* _Directions for this task_: Write the entries below out again exactly, but skip the pictures.

Input data START

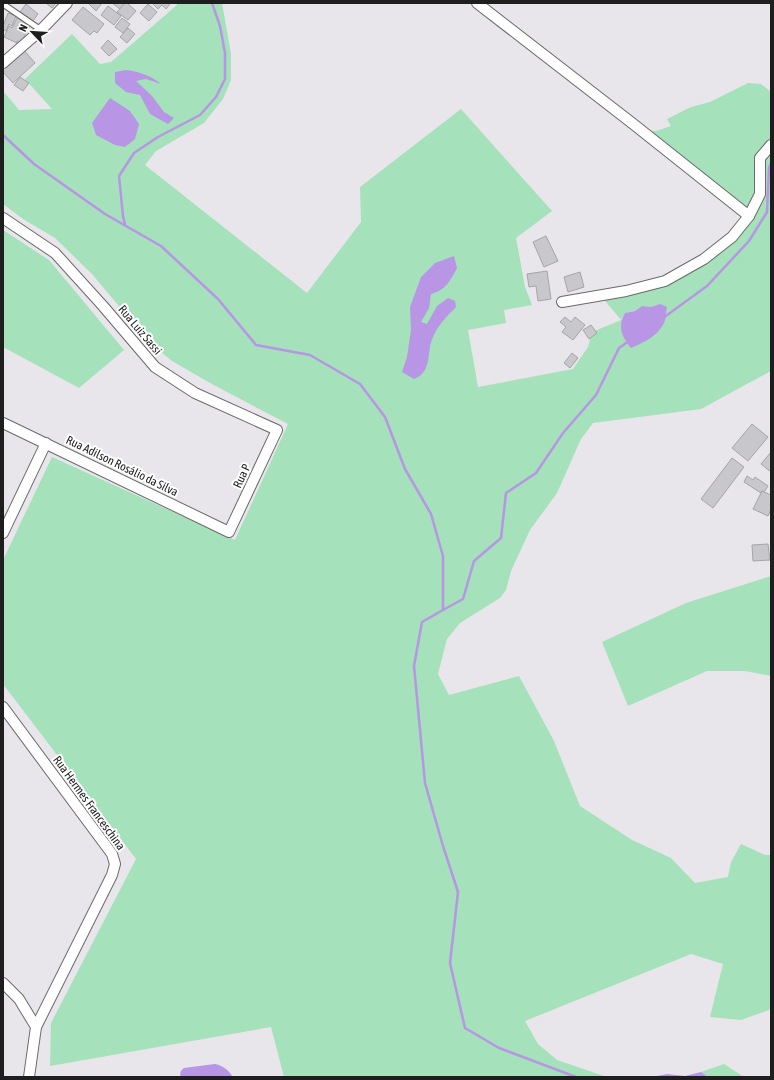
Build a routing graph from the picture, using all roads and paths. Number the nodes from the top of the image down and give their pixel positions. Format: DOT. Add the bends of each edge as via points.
graph roads {
  1 [pos="67,3"];
  2 [pos="477,3"];
  3 [pos="3,4"];
  4 [pos="40,30"];
  5 [pos="3,63"];
  6 [pos="771,145"];
  7 [pos="749,216"];
  8 [pos="3,218"];
  9 [pos="562,302"];
  10 [pos="3,423"];
  11 [pos="277,430"];
  12 [pos="46,443"];
  13 [pos="229,532"];
  14 [pos="3,533"];
  15 [pos="3,707"];
  16 [pos="3,983"];
  17 [pos="36,1027"];
  18 [pos="29,1077"];
  1 -- 4 [label="street"];
  2 -- 7 [label="street"];
  3 -- 4 [label="lane"];
  4 -- 5 [label="street"];
  6 -- 7 [label="street" via="760,158 760,194"];
  7 -- 9 [label="street" via="732,237 704,260 665,281 626,291"];
  8 -- 11 [label="street, Rua Luiz Sassi" via="55,253 155,367 195,393"];
  10 -- 12 [label="street, Rua Adilson Rosálio da Silva"];
  11 -- 13 [label="street, Rua P"];
  12 -- 13 [label="street, Rua Adilson Rosálio da Silva"];
  12 -- 14 [label="street"];
  15 -- 17 [label="street, Rua Hermes Franceschina" via="112,854 115,864"];
  16 -- 17 [label="street" via="19,999"];
  17 -- 18 [label="street, Rua Hermes Franceschina"];
}
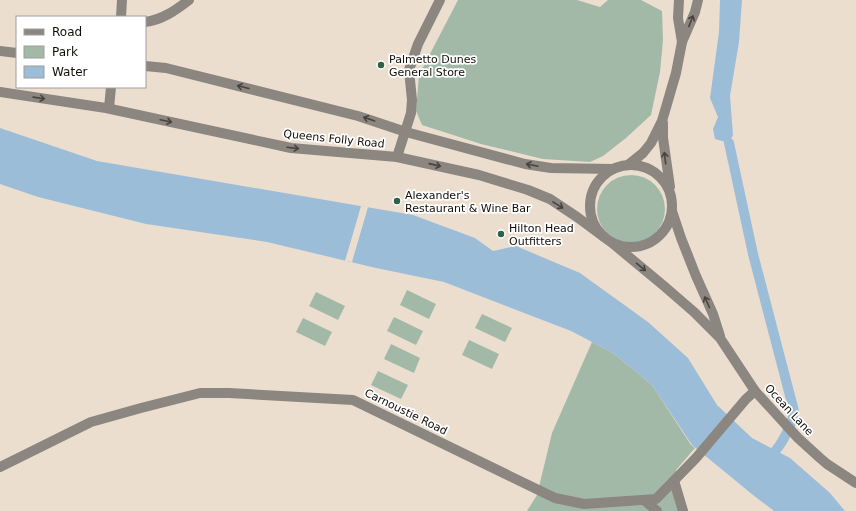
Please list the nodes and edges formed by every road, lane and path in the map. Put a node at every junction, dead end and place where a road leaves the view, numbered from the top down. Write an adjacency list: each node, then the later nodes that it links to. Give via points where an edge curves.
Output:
1 (122, 0): 6 (street)
2 (189, 0): 7 (street, via 170,13)
3 (440, 0): 16 (street, via 418,44 409,70 412,100)
4 (679, 0): 8 (street, via 678,18)
5 (698, 0): 8 (street, one-way to 5)
6 (121, 16)
7 (146, 22)
8 (682, 42): 15 (street)
9 (0, 51): 10 (street)
10 (16, 53)
11 (146, 66): 16 (street, Queens Folly Road, one-way to 11, via 350,114 166,68)
12 (110, 88): 14 (street)
13 (0, 92): 14 (street, Queens Folly Road, one-way to 14)
14 (109, 108): 17 (street, Queens Folly Road, one-way to 17, via 291,148)
15 (662, 121): 18 (street, via 651,143); 20 (street, one-way to 15)
16 (406, 132): 17 (street); 19 (street, Queens Folly Road, one-way to 16, via 539,167)
17 (397, 157): 22 (street, Queens Folly Road, one-way to 22, via 479,175 528,190 555,202)
18 (628, 165): 19 (street); 20 (street, via 643,166 661,177)
19 (613, 169): 22 (street, via 600,179 590,201 593,221 599,232)
20 (671, 195): 21 (street)
21 (672, 210): 22 (street, via 665,229 650,243 630,247 620,246); 23 (street, Ocean Lane, one-way to 21)
22 (608, 240): 23 (street, Ocean Lane, one-way to 23, via 676,296)
23 (720, 338): 24 (street, Ocean Lane)
24 (755, 391): 26 (street, Carnoustie Road); 27 (street, Ocean Lane, via 798,438 827,464)
25 (0, 466): 28 (street, Carnoustie Road, via 91,422 200,393 229,393 353,400 555,498 584,504)
26 (674, 481): 28 (street, Carnoustie Road, via 656,499); 30 (street)
27 (856, 483)
28 (644, 500): 29 (street)
29 (657, 511)
30 (683, 511)

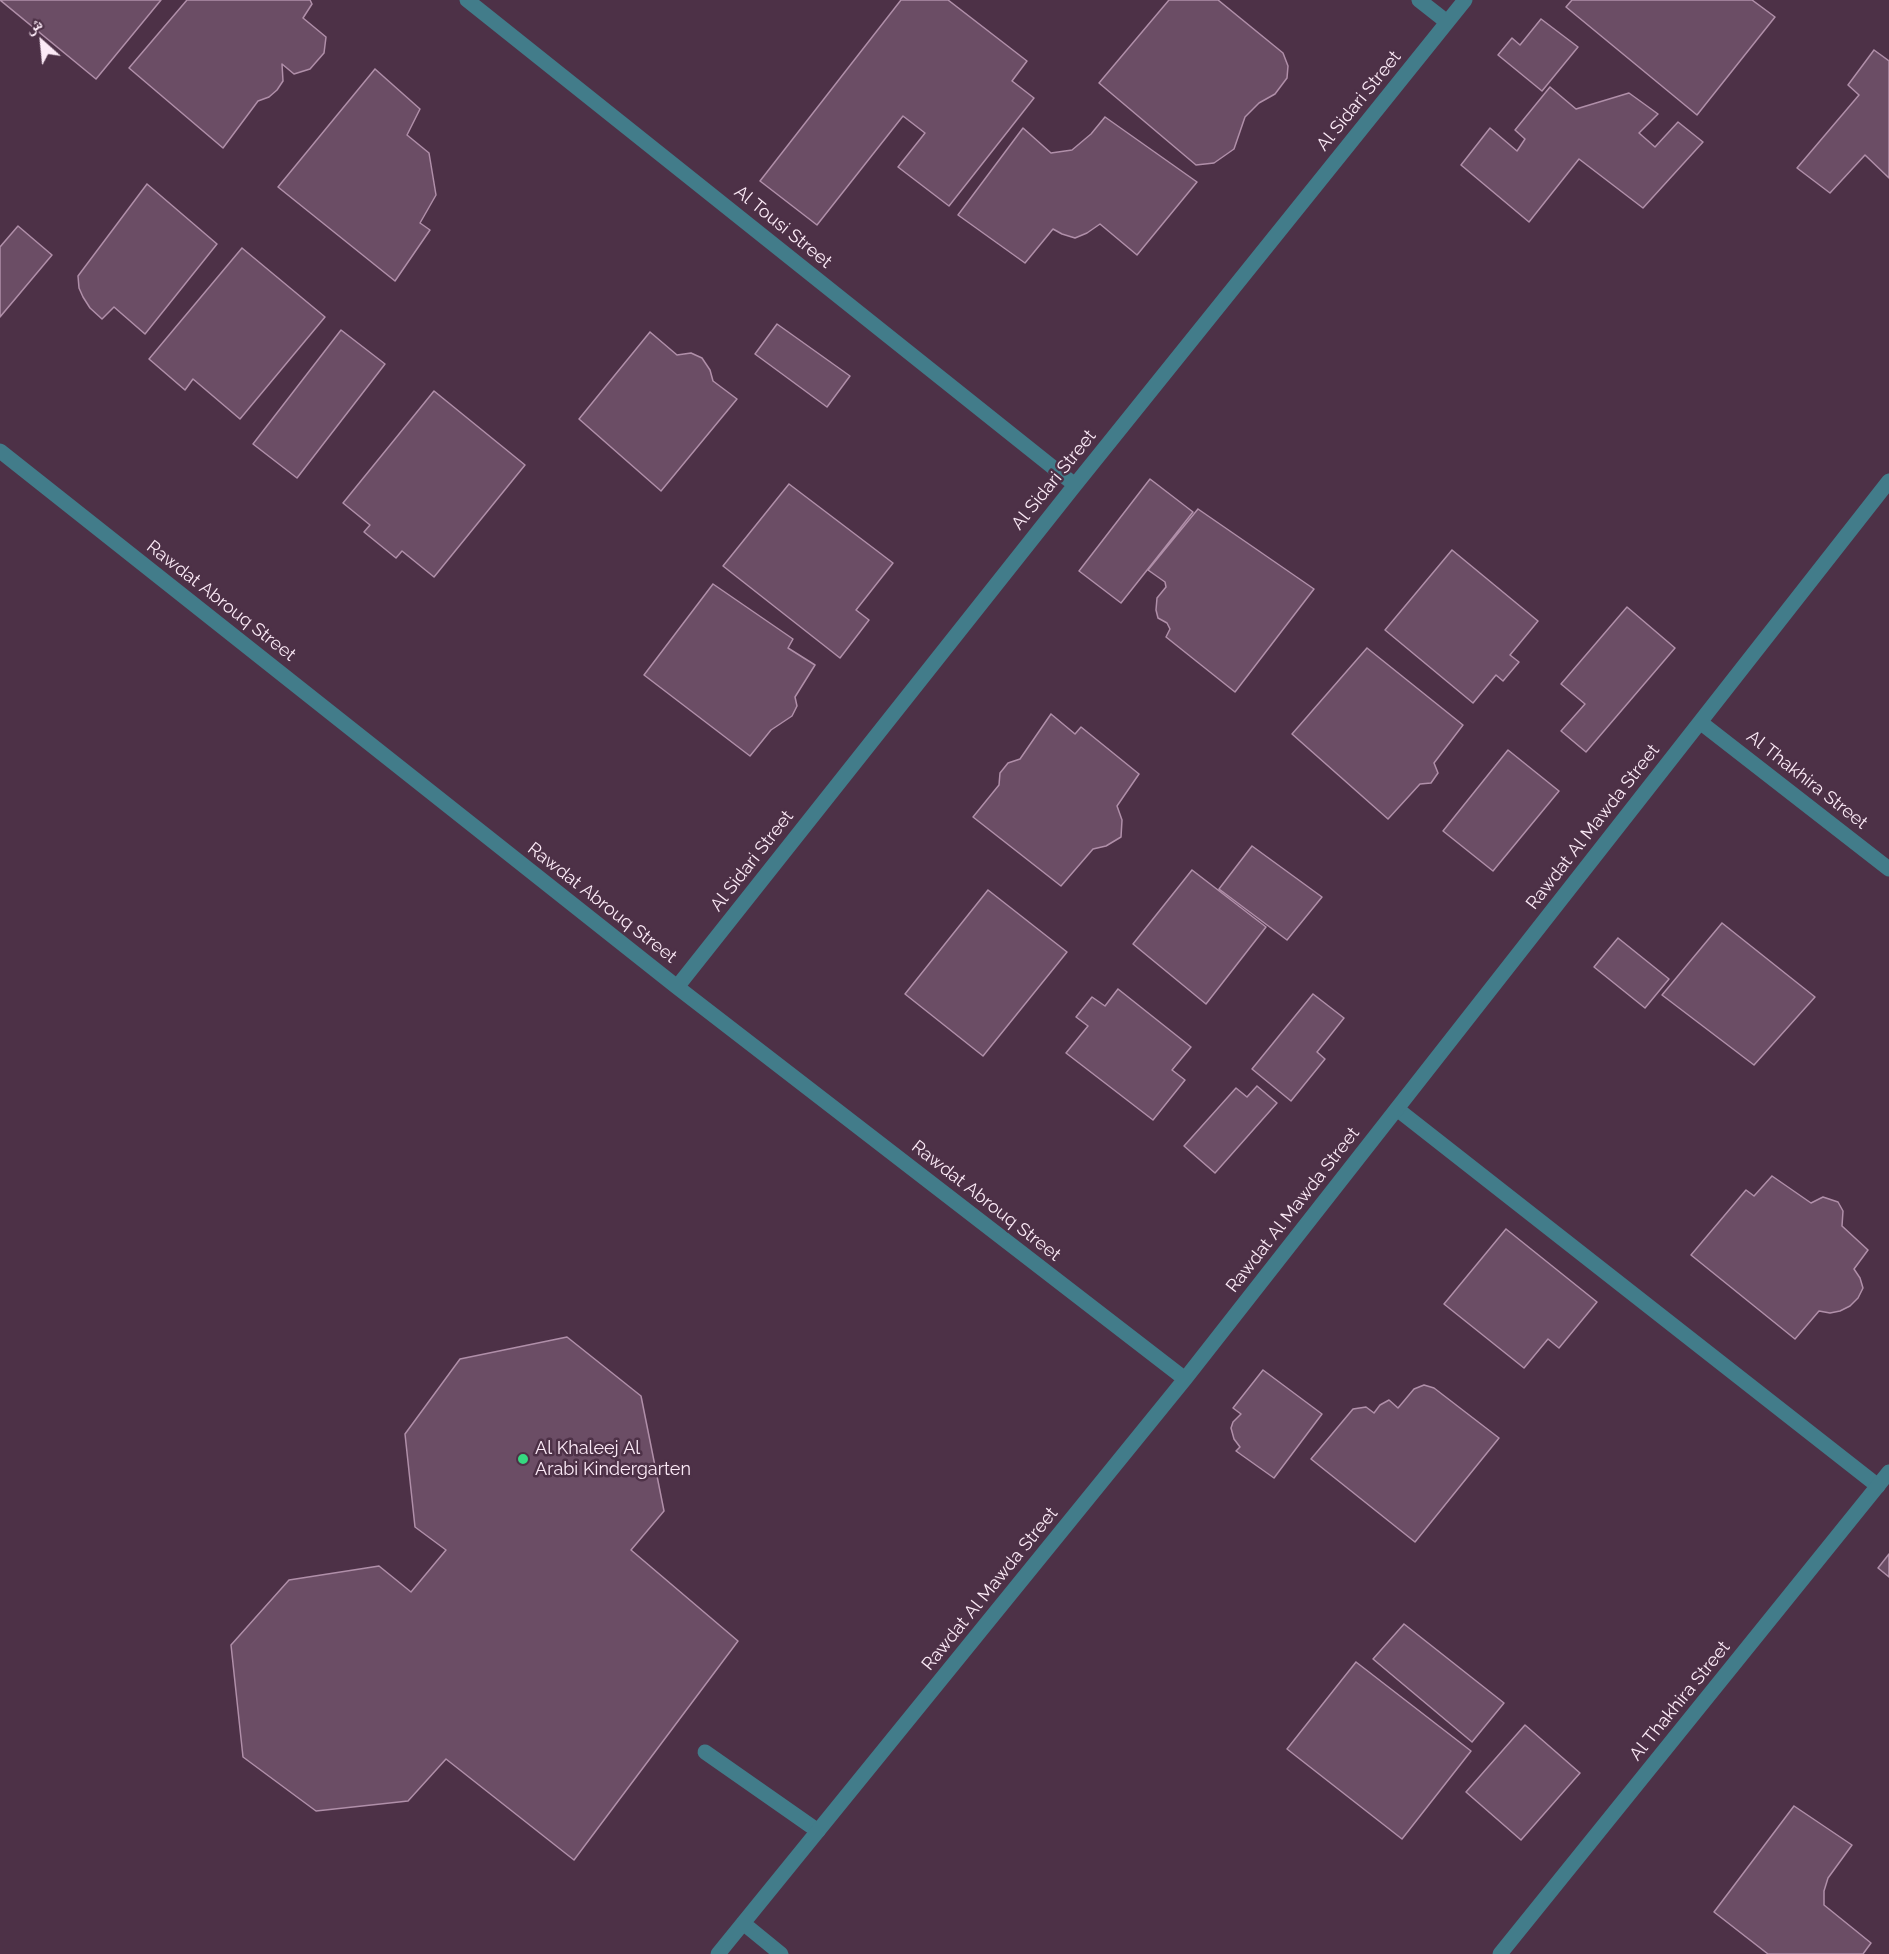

Input data END

* _Solution to the exercise_:
Build a routing graph from the picture, using all roads and paths. Number the nodes from the top of the image down and give their pixel positions. Format: DOT. Add the bends of each edge as via points.
graph roads {
  1 [pos="67,3"];
  2 [pos="477,3"];
  3 [pos="3,4"];
  4 [pos="40,30"];
  5 [pos="3,63"];
  6 [pos="771,145"];
  7 [pos="749,216"];
  8 [pos="3,218"];
  9 [pos="562,302"];
  10 [pos="3,423"];
  11 [pos="277,430"];
  12 [pos="46,443"];
  13 [pos="229,532"];
  14 [pos="3,533"];
  15 [pos="3,707"];
  16 [pos="3,983"];
  17 [pos="36,1027"];
  18 [pos="29,1077"];
  1 -- 4 [label="street"];
  2 -- 7 [label="street"];
  3 -- 4 [label="lane"];
  4 -- 5 [label="street"];
  6 -- 7 [label="street" via="760,158 760,194"];
  7 -- 9 [label="street" via="732,237 704,260 665,281 626,291"];
  8 -- 11 [label="street, Rua Luiz Sassi" via="55,253 155,367 195,393"];
  10 -- 12 [label="street, Rua Adilson Rosálio da Silva"];
  11 -- 13 [label="street, Rua P"];
  12 -- 13 [label="street, Rua Adilson Rosálio da Silva"];
  12 -- 14 [label="street"];
  15 -- 17 [label="street, Rua Hermes Franceschina" via="112,854 115,864"];
  16 -- 17 [label="street" via="19,999"];
  17 -- 18 [label="street, Rua Hermes Franceschina"];
}
Please list the nodes and edges formed by every road, lane and path in the map. Put a node at every junction, dead end and place where a road leaves the view, numbered from the top down. Write an adjacency list: each node, then the later nodes that it links to. Give via points where an edge curves.
Output:
1 (122, 0): 6 (street)
2 (189, 0): 7 (street, via 170,13)
3 (440, 0): 16 (street, via 418,44 409,70 412,100)
4 (679, 0): 8 (street, via 678,18)
5 (698, 0): 8 (street, one-way to 5)
6 (121, 16)
7 (146, 22)
8 (682, 42): 15 (street)
9 (0, 51): 10 (street)
10 (16, 53)
11 (146, 66): 16 (street, Queens Folly Road, one-way to 11, via 350,114 166,68)
12 (110, 88): 14 (street)
13 (0, 92): 14 (street, Queens Folly Road, one-way to 14)
14 (109, 108): 17 (street, Queens Folly Road, one-way to 17, via 291,148)
15 (662, 121): 18 (street, via 651,143); 20 (street, one-way to 15)
16 (406, 132): 17 (street); 19 (street, Queens Folly Road, one-way to 16, via 539,167)
17 (397, 157): 22 (street, Queens Folly Road, one-way to 22, via 479,175 528,190 555,202)
18 (628, 165): 19 (street); 20 (street, via 643,166 661,177)
19 (613, 169): 22 (street, via 600,179 590,201 593,221 599,232)
20 (671, 195): 21 (street)
21 (672, 210): 22 (street, via 665,229 650,243 630,247 620,246); 23 (street, Ocean Lane, one-way to 21)
22 (608, 240): 23 (street, Ocean Lane, one-way to 23, via 676,296)
23 (720, 338): 24 (street, Ocean Lane)
24 (755, 391): 26 (street, Carnoustie Road); 27 (street, Ocean Lane, via 798,438 827,464)
25 (0, 466): 28 (street, Carnoustie Road, via 91,422 200,393 229,393 353,400 555,498 584,504)
26 (674, 481): 28 (street, Carnoustie Road, via 656,499); 30 (street)
27 (856, 483)
28 (644, 500): 29 (street)
29 (657, 511)
30 (683, 511)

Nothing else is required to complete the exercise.